Besides all this, Sexual reproduction allows for enormous genetic variation at the individual level, promoting greater adaptability in the face of various environmental changes at the population level.

As clear as all this may seem, explaining long-term maintenance of sex is a real puzzle. This is because, despite the genetic benefits that this entails, the generations of asexual individuals grow much faster and can also present genetic mutations (even if recombination does not occur). This, in a theoretical framework, would make asexual reproduction always “win” from a resource optimization point of view.

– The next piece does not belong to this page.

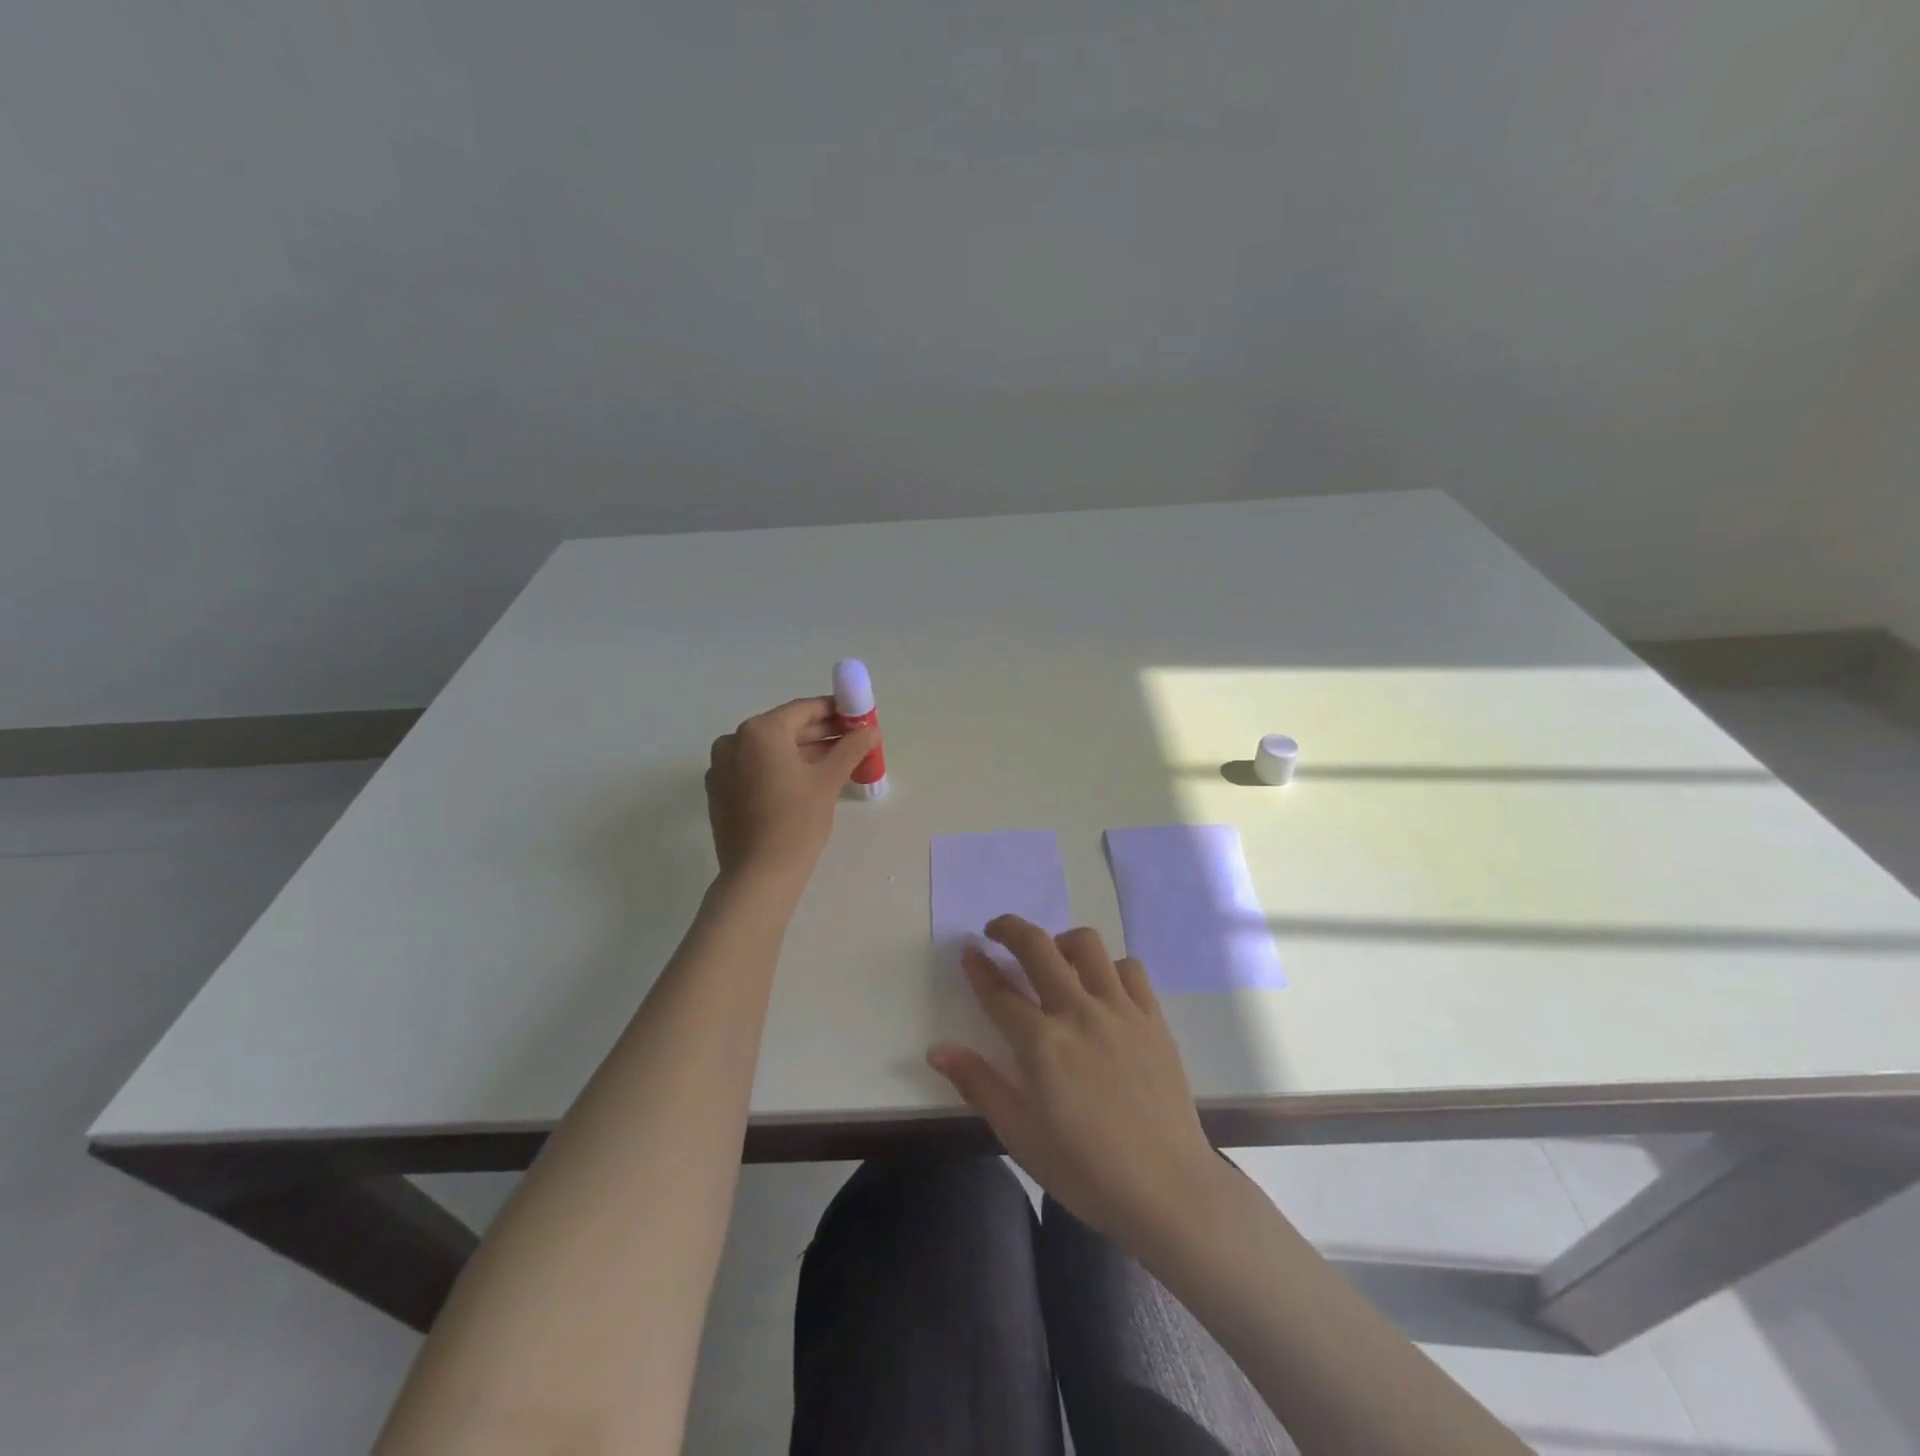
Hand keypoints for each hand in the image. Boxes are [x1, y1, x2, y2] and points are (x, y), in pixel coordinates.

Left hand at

Furthermore, if asexual reproduction were truly deleterious due to the lack of genetic variability that it entails, why do there still exist species that have practiced it for thousands of years, which have not become extinct? Of course, providing an inalienable answer regarding this issue is, today, an impossible task.

Summary

As we have seen in these lines, reproduction contains an exciting world of terms, considerations and evolutionary hypotheses that dazzle professionals from ethologists to the general population. Sex and offspring are the very engine of life and therefore, all living beings adapt and act accordingly to this primal need throughout their life cycles.